**Data to process**
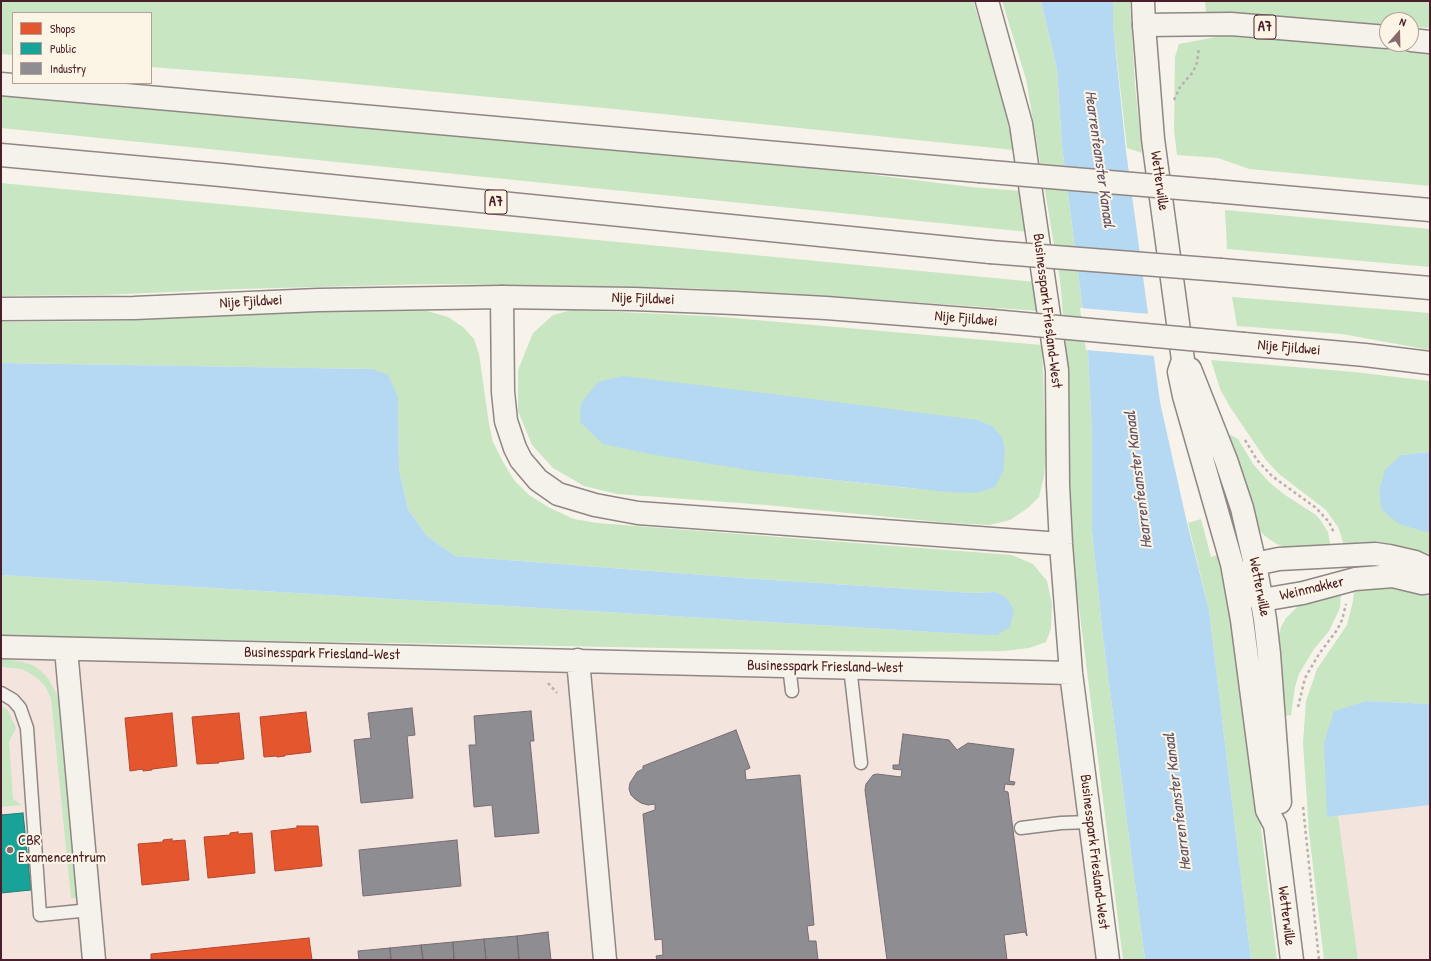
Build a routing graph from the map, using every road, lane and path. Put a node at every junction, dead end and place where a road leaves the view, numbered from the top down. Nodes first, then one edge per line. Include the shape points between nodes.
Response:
1 (987, 1) edge
2 (1143, 1) edge
3 (1144, 25) junction
4 (1379, 36) edge
5 (1419, 41) edge
6 (1430, 42) edge
7 (1, 84) edge
8 (1, 155) edge
9 (1430, 210) edge
10 (1430, 288) edge
11 (502, 297) junction
12 (1, 309) edge
13 (1183, 360) junction
14 (1430, 363) edge
15 (1061, 544) junction
16 (1255, 564) junction
17 (1430, 570) edge
18 (1430, 582) edge
19 (1237, 589) junction
20 (1262, 600) junction
21 (1347, 602) dead end
22 (1, 647) edge
23 (66, 649) junction
24 (578, 660) junction
25 (790, 666) junction
26 (850, 667) junction
27 (1071, 673) junction
28 (542, 680) dead end
29 (792, 691) dead end
30 (1, 693) edge
31 (561, 700) dead end
32 (1298, 708) dead end
33 (861, 763) dead end
34 (1303, 805) dead end
35 (1090, 822) junction
36 (1275, 825) junction
37 (1022, 828) dead end
38 (90, 910) junction
39 (94, 960) edge
40 (605, 960) edge
41 (1108, 960) edge
42 (1292, 960) edge
43 (1319, 960) edge

1 - 15 main road, Businesspark Friesland-West via 1021,124 1057,370
2 - 3 main road, Wetterwille
3 - 4 main road, A7 via 1230,24
3 - 13 main road, Wetterwille via 1153,139
5 - 6 main road
7 - 9 main road, bridge
8 - 10 main road, A7, bridge via 990,252
11 - 12 main road, Nije Fjildwei via 318,300 134,308
11 - 14 main road, Nije Fjildwei, bridge via 634,299 826,308 992,321
11 - 15 main road via 503,392 506,421 522,460 538,480 558,494 595,505 680,517
13 - 16 main road, Wetterwille via 1192,371 1226,460 1242,508
13 - 19 main road, Wetterwille via 1179,372 1184,396
15 - 27 main road, Businesspark Friesland-West
16 - 17 main road, Weinmakker via 1286,559 1375,554 1415,562
16 - 19 main road
16 - 20 main road, Wetterwille
18 - 20 main road, Weinmakker via 1422,583 1393,576 1355,579
19 - 20 main road, Weinmakker
19 - 36 main road, Wetterwille via 1267,810
20 - 36 main road, Wetterwille via 1269,654 1281,811
21 - 32 path via 1337,630 1305,678
22 - 23 main road, Businesspark Friesland-West
23 - 24 main road, Businesspark Friesland-West
23 - 38 main road
24 - 25 main road, Businesspark Friesland-West
24 - 40 main road
25 - 26 main road, Businesspark Friesland-West
25 - 29 lane
26 - 27 main road, Businesspark Friesland-West
26 - 33 lane
27 - 35 main road, Businesspark Friesland-West
28 - 31 path via 548,683
30 - 38 lane via 20,708 27,728 40,915
34 - 43 path
35 - 37 lane
35 - 41 main road, Businesspark Friesland-West
36 - 42 main road, Wetterwille
38 - 39 main road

**What to produce**
Within the listing above, work out how many lines contain the string "West", and reply with that number only.

**Response to this exercise**
9